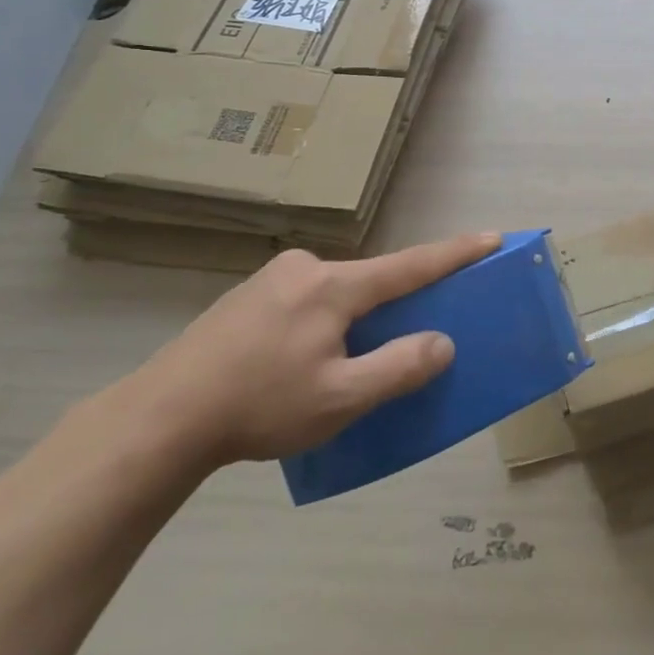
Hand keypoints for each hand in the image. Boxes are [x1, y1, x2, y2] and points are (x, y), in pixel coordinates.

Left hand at [137, 232, 500, 467]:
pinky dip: (324, 322)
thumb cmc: (259, 406)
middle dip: (396, 302)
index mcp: (333, 286)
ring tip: (344, 366)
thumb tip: (442, 343)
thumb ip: (398, 367)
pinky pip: (307, 301)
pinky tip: (303, 363)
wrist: (161, 417)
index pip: (410, 265)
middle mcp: (305, 268)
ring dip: (355, 318)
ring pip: (336, 293)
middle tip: (406, 336)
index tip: (492, 237)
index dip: (455, 254)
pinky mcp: (247, 298)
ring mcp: (271, 279)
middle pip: (371, 281)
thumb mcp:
##############################
Output the records above in their entirety and exactly, leaving out all images.

Hand keypoints for each hand in the image. Boxes are [x1, y1, x2, y2] and points are (x, y), in pixel coordinates.

Left hand at [137, 232, 500, 467]:
pinky dip: (324, 322)
thumb cmc: (259, 406)
middle dip: (396, 302)
index mcp: (333, 286)
ring tip: (344, 366)
thumb tip: (442, 343)
thumb ip: (398, 367)
pinky pip: (307, 301)
pinky tip: (303, 363)
wrist: (161, 417)
index pip: (410, 265)
middle mcp: (305, 268)
ring dip: (355, 318)
ring pip: (336, 293)
middle tip: (406, 336)
index tip: (492, 237)
index dip: (455, 254)
pinky mcp: (247, 298)
ring mcp: (271, 279)
middle pip: (371, 281)
thumb mcp:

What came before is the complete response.